In the data below, which lines hold "Vicente"? Copy every one.

[Records — start]

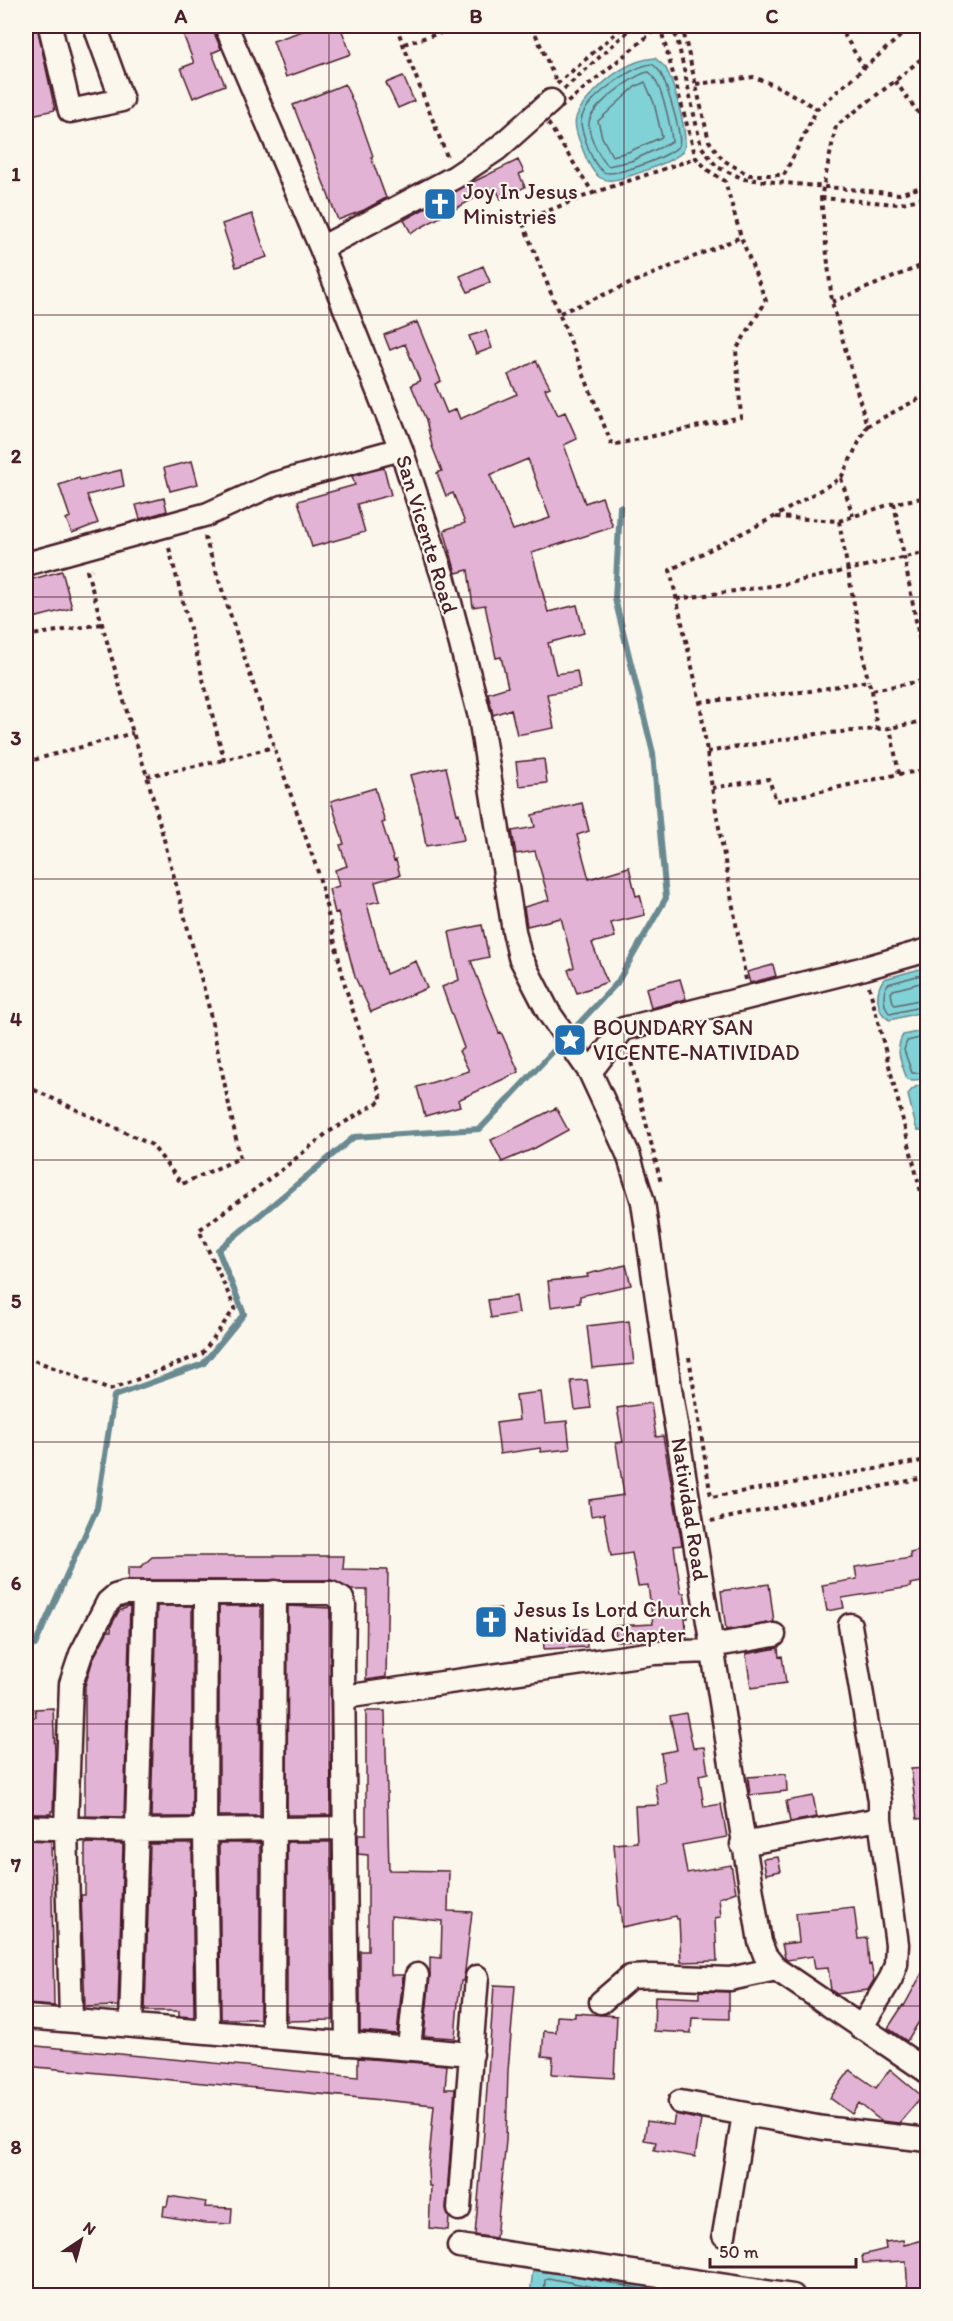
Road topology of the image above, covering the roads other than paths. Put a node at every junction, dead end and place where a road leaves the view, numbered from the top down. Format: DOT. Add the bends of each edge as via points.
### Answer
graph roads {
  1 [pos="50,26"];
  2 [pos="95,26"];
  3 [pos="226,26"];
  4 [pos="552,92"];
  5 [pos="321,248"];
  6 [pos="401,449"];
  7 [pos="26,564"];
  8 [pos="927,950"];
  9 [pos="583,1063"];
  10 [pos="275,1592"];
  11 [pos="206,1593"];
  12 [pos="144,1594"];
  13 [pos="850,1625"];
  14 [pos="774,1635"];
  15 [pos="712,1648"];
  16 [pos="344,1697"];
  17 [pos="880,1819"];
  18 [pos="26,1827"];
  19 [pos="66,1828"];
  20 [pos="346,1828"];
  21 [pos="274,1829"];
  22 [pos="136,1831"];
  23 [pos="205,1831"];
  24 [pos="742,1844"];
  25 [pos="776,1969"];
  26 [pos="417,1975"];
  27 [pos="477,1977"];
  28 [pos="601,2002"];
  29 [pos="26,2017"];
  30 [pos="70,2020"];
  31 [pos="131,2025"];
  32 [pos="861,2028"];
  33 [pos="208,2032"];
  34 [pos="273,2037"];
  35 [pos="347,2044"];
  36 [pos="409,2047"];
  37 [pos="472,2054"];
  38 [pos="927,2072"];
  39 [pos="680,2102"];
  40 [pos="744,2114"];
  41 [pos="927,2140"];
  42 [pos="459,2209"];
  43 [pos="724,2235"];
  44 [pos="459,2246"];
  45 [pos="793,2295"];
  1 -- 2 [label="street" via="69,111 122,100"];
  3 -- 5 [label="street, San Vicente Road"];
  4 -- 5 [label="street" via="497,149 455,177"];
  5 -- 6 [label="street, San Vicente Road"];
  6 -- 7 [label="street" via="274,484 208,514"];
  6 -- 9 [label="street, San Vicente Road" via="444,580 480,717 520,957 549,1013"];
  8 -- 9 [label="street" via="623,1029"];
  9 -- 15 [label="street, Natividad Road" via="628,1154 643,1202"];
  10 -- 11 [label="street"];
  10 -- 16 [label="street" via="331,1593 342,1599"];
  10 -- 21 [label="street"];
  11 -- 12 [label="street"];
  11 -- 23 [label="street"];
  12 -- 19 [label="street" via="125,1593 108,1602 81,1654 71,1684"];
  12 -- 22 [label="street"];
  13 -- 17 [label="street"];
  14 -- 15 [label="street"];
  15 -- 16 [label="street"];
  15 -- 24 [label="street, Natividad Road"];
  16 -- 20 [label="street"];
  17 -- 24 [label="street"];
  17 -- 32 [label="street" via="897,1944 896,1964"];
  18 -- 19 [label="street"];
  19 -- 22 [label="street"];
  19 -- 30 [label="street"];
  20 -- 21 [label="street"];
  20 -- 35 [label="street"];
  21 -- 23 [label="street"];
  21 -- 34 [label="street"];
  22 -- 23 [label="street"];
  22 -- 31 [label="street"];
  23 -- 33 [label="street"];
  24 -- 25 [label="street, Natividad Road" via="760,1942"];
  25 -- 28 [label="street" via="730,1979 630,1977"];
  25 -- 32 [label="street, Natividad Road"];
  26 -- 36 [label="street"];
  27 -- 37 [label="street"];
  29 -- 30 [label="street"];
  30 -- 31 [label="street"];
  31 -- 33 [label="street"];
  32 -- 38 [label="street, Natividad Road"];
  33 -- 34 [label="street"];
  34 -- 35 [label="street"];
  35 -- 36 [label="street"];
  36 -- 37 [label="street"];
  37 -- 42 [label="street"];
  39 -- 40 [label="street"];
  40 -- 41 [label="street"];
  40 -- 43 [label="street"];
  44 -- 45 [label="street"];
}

[Records — finish]

* _Task solution_:
  3 -- 5 [label="street, San Vicente Road"];
  5 -- 6 [label="street, San Vicente Road"];
  6 -- 9 [label="street, San Vicente Road" via="444,580 480,717 520,957 549,1013"];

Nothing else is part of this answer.